Still, it did mean I wasn't expecting a lot of Emerald Huse Rising, which was written first. But I finished it easily on the way to Minneapolis, and handed it off to _aura_. Anyone who heard us talkign about it afterwards would think we hadn't liked it much, as we discussed its flaws at length, but that was more a case of what snags in the brain than a lack of positives.

It's a quiet story, with more about the lives and dreams of individuals, plans for careers and futures, than about the major key plot, which is an attempt to steal a kingdom. It's about a woman finding herself, and the people around her doing the same. The world is well-drawn, and the characters likewise. _aura_ is right that the main plot depends on a bit more coincidence of when and where and how people meet or learn things, and definitely right that something that happens after the climax makes no sense (Why does she never go and look for Bram, but waits passively for him to come home?) But I liked a few things; the two main characters, a man and a woman, are not romantically attached to each other, but to other peope they knew beforehand. they clearly had lives that started before the story and continued after. One of my very favourite scenes in the whole book, the one that rang the most true to be about relationships and plans, was the one in which Jena and Bram first talk together, after both have had setbacks in their intended careers. Overall, I was very pleased with this book, more so than with the Wild Swans.

Steven Brust - Dzur

Strangely, I felt mildly dissatisfied with this. Can't quite say why. The dialogue had much of the usual sparkle, the plot was slight but clever enough, the technique of starting each chapter with a segment of a lengthy and complicated meal was nice...

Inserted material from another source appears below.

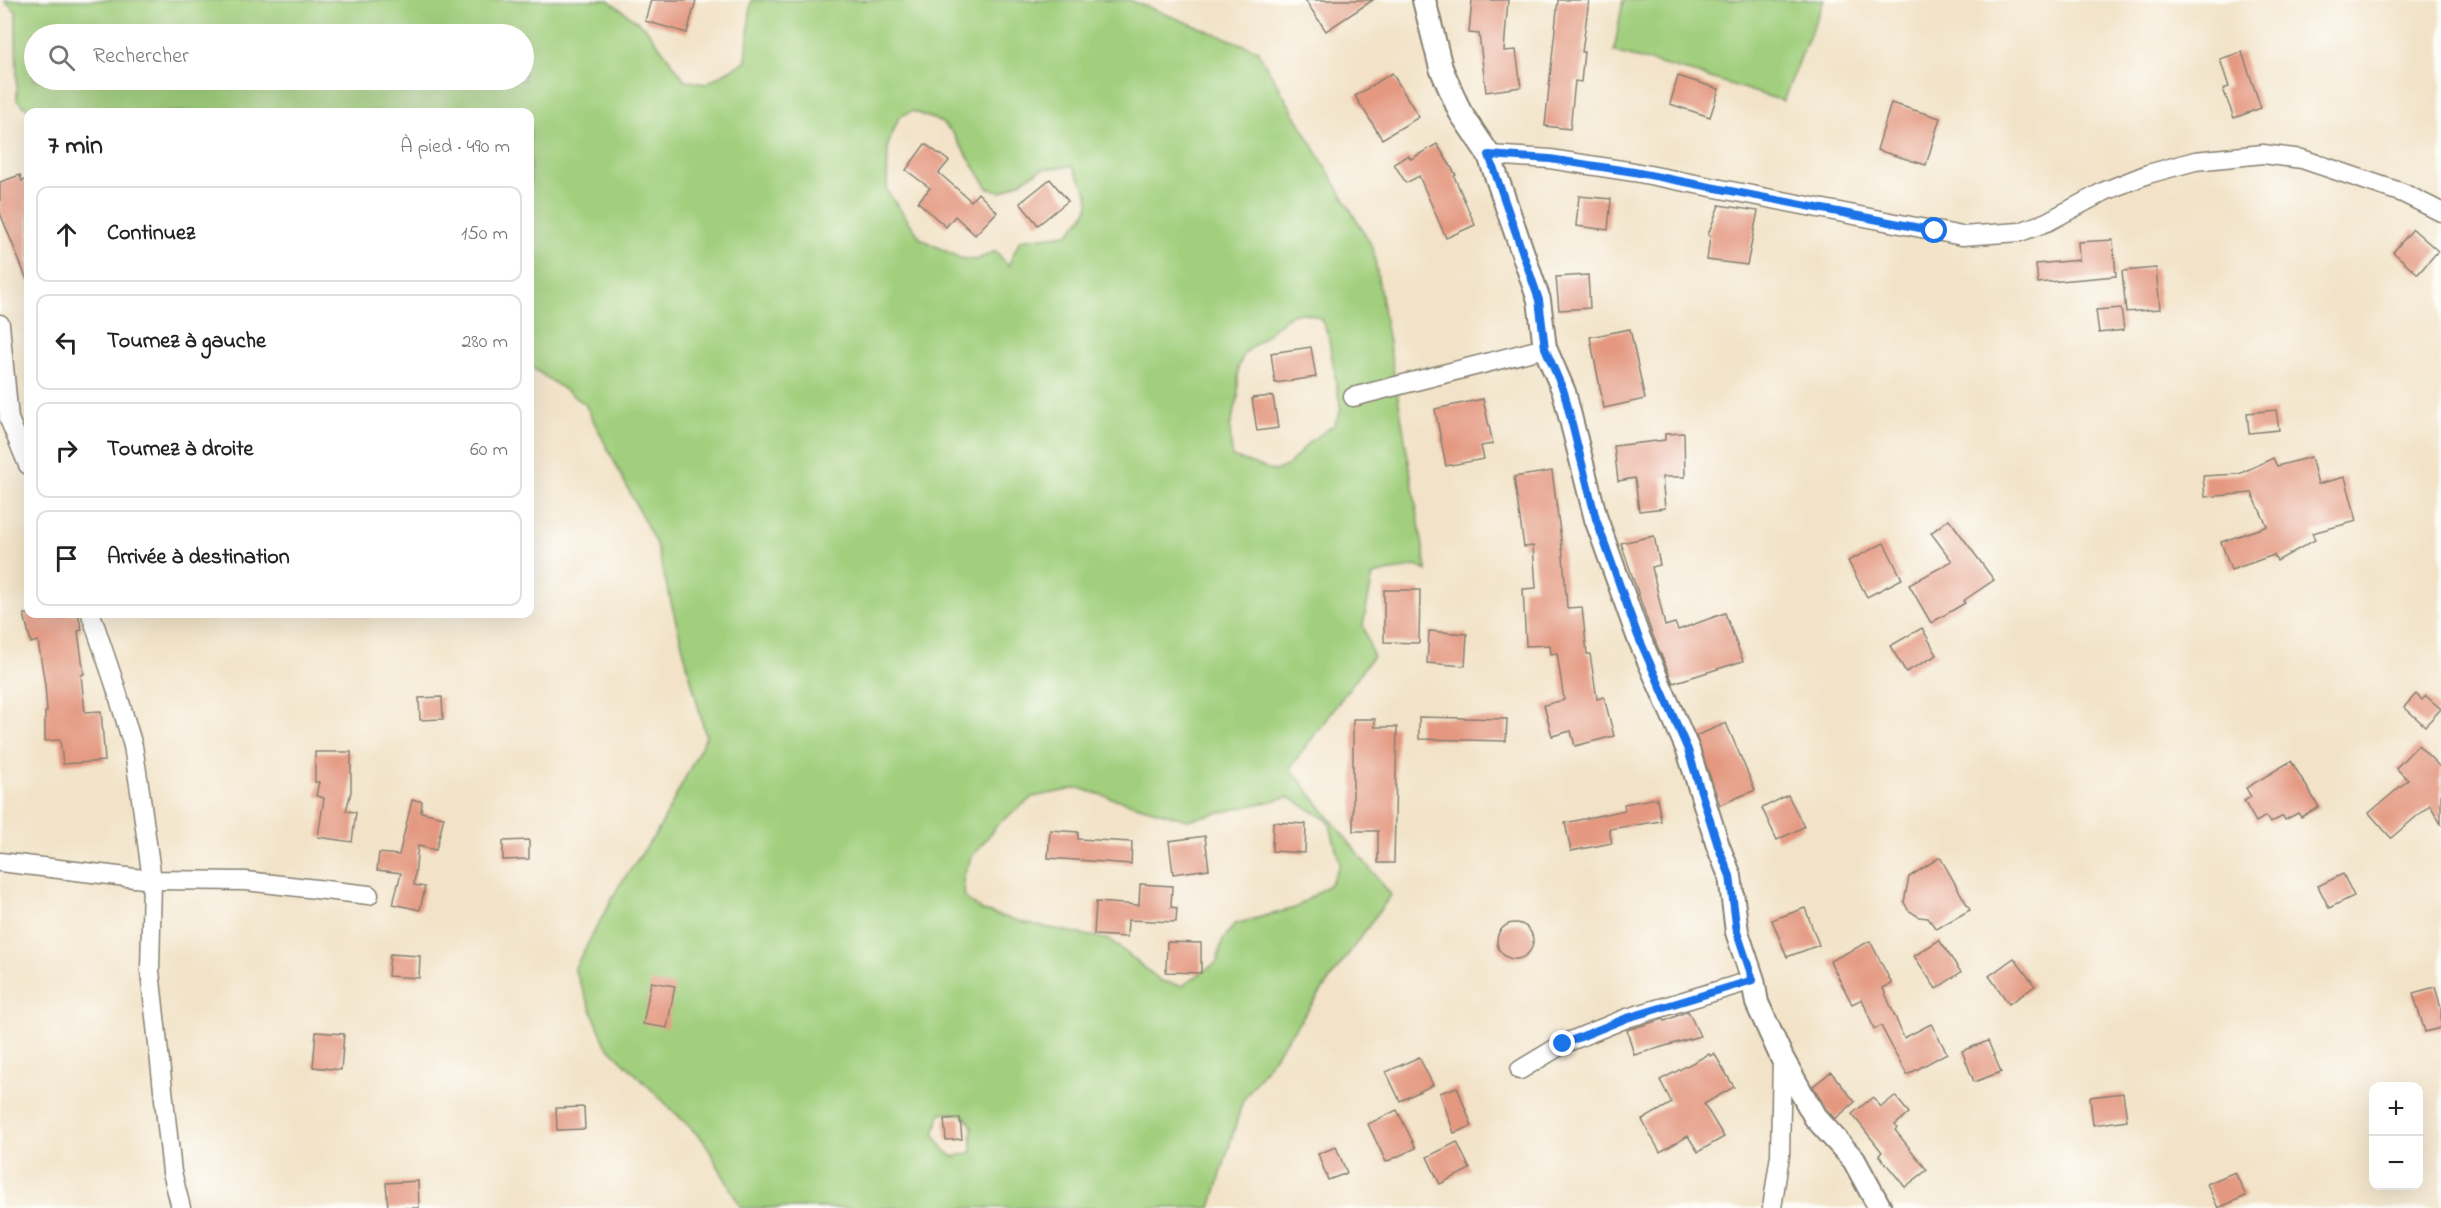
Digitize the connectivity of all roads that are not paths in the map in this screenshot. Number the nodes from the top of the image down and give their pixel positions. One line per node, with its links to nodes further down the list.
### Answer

I think it was mostly that it seemed like more of the same. Nothing much new happening yet, at least in comparison to Issola. The revelations that were msot significant were allones that depended on and expanded prior chapters, not that deepened this book. He hasn't fallen into repeating himself; I don't know that Steven Brust can be accused of ever doing that for long -- I've caught him putting in some phrases and turns because they were in prior books and expected, but more in the most recent Khaavren romances than here, and never to the point where they were problematic. I guess it's that we're far enough in the series now that the individual episode is less its own thing and more a part of the whole. And the whole is getting bigger, more epic in scope. The resolution felt, well, not much like the cleverness of the past, even with the ace-in-the-hole that he'd coem up with in advance. Not clever, not the best of answers at all.

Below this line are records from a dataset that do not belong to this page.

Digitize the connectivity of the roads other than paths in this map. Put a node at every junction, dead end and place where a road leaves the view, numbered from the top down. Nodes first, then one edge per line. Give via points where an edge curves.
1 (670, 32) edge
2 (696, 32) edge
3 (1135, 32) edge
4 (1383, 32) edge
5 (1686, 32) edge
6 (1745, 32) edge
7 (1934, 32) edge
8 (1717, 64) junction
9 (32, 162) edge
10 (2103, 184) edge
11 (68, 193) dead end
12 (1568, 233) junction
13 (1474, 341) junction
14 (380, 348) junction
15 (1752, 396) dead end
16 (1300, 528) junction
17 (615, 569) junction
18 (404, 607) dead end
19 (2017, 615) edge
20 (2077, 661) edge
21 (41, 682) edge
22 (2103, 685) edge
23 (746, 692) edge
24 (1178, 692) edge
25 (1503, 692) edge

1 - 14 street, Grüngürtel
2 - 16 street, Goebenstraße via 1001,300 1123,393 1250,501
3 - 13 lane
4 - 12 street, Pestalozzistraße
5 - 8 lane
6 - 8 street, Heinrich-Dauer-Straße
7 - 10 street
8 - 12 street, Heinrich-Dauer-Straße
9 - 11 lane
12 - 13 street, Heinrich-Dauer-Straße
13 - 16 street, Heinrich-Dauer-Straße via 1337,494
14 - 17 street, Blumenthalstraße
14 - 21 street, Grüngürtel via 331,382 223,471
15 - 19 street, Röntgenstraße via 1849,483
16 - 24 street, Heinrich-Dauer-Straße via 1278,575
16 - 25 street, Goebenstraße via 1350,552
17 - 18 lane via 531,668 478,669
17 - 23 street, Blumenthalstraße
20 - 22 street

Also I didn't feel his anger when his entire actions were dependant on being in a rage. *That* is a bad sign.

Jim C. Hines - Goblin Quest

Started reading this as soon as I was done Dzur, and that was a good choice. I'm not done yet (They've got to the point of dealing with the necromancer and the other wizard... which is not, by the way a spoiler) but I'm far enugh in to have a few things to say already. The short version, for those not in the know, is that it's an advanture not unlike many D&D campaigns... from the point of view of the goblin captured by the party to guide them through the underground caves. It's deeply funny, but it's also deeply observant, both of fantasy adventure tropes (role playing and book/film adventures alike: there's one remark that would have applied as well to the first Harry Potter Book as to several campaigns) a la Order of the Stick, but also of relations and dynamics, and what life would be like for the person at the bottom of the pecking order. Jig is a runt among goblins, not just the lost prisoner, so he has a lot of experience with how to get by while being ignored or neglected, and it colours everything he does; his whole perspective on gods is priceless, but also... poignant. You feel for the little guy for having such a perspective on the world even as you're laughing out loud at the result.

I particularly like that it's not just Funny.